Part 1; the history of the US Route System over Targhee Pass
Targhee Pass is a 7,072 foot high mountain pass located in the Henry Lake Mountains (part of the Rocky Mountains) of Targhee National Forest. Targhee Pass is part of the Continental Divide and marks the boundary of the Idaho/Montana State Line. Historically Targhee Pass is most well known for the Nez Perce War during which Chief Joseph utilized the pass circa 1877 to evade the U.S. Cavalry.

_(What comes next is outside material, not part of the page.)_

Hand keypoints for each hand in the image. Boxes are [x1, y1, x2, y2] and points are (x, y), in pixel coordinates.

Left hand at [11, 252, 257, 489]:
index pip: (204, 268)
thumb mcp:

The Henry Lake Mountains became relevant as a modern transportation corridor when West Yellowstone was plotted by the Oregon Short Line Railroad as it's eastern terminus during November of 1907. The Oregon Short Line Railroad subsequently completed it's line to West Yellowstone by June of 1908. The rail terminus of the Oregon Short Line Railroad in West Yellowstone was the head of a stage road via the Madison River into Yellowstone National Park. The Oregon Short Line Railroad bypassed Targhee Pass for the more favorable grades of nearby Reas Pass located southeast of modern US Route 20 ("US 20"). The Oregon Short Line Railroad can be seen terminating in West Yellowstone on the 1912 Rand McNally Map of Montana.

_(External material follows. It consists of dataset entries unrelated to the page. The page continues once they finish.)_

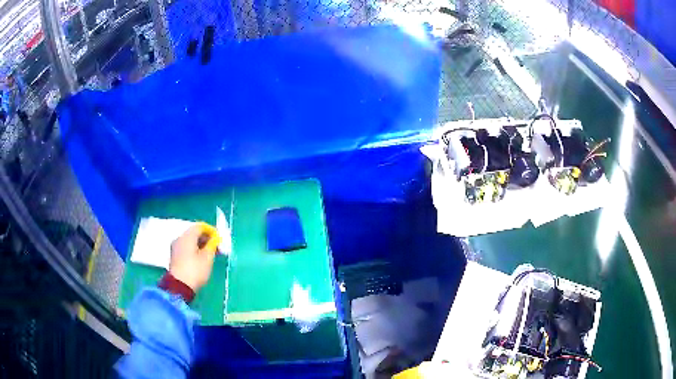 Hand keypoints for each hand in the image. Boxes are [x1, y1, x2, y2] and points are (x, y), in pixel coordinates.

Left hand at [169, 223, 220, 292]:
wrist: (179, 286)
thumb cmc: (195, 270)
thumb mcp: (208, 258)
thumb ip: (212, 245)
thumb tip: (215, 239)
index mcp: (187, 236)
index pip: (200, 226)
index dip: (211, 231)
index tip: (219, 239)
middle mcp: (179, 238)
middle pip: (194, 233)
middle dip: (206, 238)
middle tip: (216, 247)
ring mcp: (175, 247)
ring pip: (190, 241)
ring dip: (200, 244)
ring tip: (210, 254)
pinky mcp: (174, 256)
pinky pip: (186, 247)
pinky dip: (194, 249)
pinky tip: (201, 258) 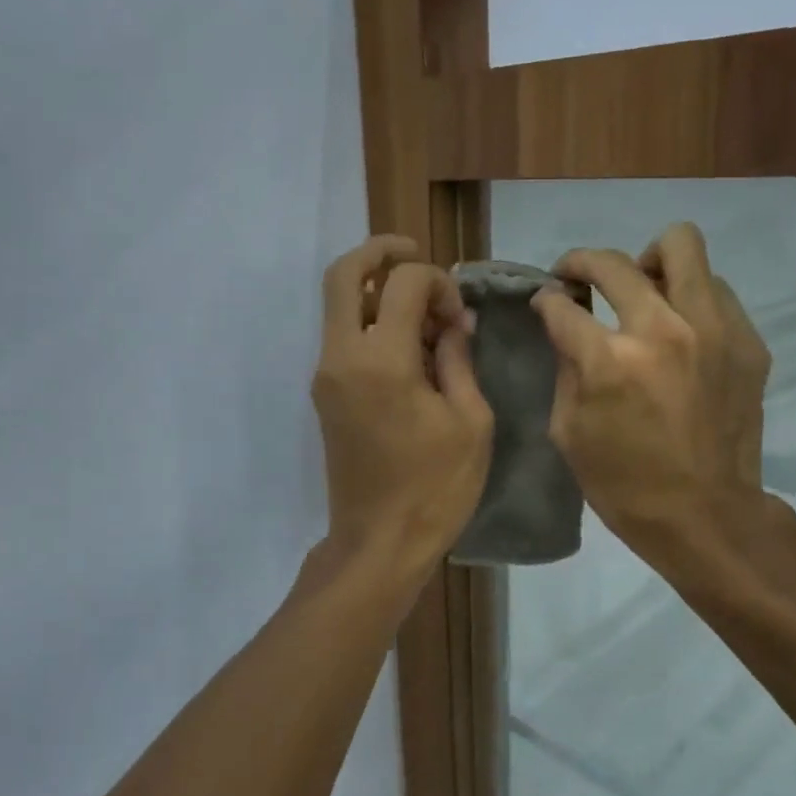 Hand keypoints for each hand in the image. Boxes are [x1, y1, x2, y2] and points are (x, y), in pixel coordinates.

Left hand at [312, 235, 493, 585]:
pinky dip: (369, 323)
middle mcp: (342, 357)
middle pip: (343, 274)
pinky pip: (342, 338)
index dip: (437, 283)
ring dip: (376, 293)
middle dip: (380, 253)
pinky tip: (409, 347)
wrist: (379, 542)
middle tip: (415, 254)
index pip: (401, 283)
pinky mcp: (325, 395)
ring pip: (338, 305)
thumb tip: (454, 323)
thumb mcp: (470, 421)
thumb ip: (459, 360)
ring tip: (424, 314)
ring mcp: (326, 376)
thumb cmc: (436, 487)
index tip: (460, 316)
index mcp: (381, 360)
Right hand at [532, 223, 770, 561]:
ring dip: (649, 262)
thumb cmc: (624, 484)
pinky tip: (681, 329)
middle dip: (582, 263)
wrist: (705, 515)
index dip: (546, 299)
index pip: (563, 304)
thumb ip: (565, 368)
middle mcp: (662, 330)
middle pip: (615, 262)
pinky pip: (716, 290)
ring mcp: (713, 330)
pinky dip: (690, 298)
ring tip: (642, 289)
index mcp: (610, 361)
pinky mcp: (748, 341)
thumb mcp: (569, 433)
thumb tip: (564, 326)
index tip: (547, 301)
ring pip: (682, 247)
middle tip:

During the emergence of the automobile the Oregon Short Line Railroad was supplemented by a highway over Targhee Pass. The 1924 Rand McNally Map of Montana, Wyoming, Colorado, Idaho, Utah and Nevada shows the Banff-Grand Canyon National Highway and Salt Lake-Yellowstone Highway aligned over Targhee Pass.

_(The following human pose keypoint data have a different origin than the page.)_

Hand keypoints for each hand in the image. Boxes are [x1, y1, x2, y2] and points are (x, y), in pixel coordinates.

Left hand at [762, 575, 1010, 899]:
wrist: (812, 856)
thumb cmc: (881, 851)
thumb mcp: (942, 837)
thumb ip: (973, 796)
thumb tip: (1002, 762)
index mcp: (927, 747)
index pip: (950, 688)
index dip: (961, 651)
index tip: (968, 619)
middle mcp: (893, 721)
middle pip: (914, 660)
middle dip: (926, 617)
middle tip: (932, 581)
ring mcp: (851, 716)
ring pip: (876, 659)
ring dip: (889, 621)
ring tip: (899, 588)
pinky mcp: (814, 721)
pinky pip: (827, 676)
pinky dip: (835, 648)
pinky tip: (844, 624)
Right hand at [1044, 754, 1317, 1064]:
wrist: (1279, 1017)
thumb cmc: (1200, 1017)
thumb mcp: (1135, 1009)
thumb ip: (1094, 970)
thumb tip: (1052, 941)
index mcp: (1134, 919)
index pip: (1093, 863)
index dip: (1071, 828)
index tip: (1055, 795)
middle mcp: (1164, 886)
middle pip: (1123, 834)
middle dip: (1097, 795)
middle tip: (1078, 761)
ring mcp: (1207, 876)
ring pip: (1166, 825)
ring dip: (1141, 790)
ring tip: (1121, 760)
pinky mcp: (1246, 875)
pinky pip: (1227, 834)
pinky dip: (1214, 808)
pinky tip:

The US Route System was created on November 11th, 1926 as a replacement for the preexisting Auto Trails. US 191 was selected to be aligned from the western entrance of Yellowstone National Park towards Idaho Falls via Targhee Pass. The 1927 National Company Map displays US 191 utilizing Targhee Pass and terminating at West Yellowstone via Idaho State Route 29.
US 191was extended north from West Yellowstone to Bozeman circa 1934. The extension of US 191 towards Bozeman left no US Route reaching the western entrance of Yellowstone National Park. US 191 can be seen on the 1937 Gousha Map of Idaho extending north of West Yellowstone through the Gallatin Mountains.
On October 30th, 1940 Idaho Department of Public Works acknowledged in a letter to the AASHO that US 20 had been extended through West Yellowstone via multiplex of US 191 to Sugar City. The AASHO description of US 20 had it jog west via Idaho State Route 28 to Sage Junction to reach US 91. The Idaho Department of Public Works requested US 20 be clarified to multiplex US 191 to Blackfoot (through Idaho Falls) to reach US 91 due to Idaho State Route 28 not being constructed to Sage Junction.
1944 State Farm Map of Idaho shows US 20/US 191 multiplexing from West Yellowstone to US 91 in Idaho Falls.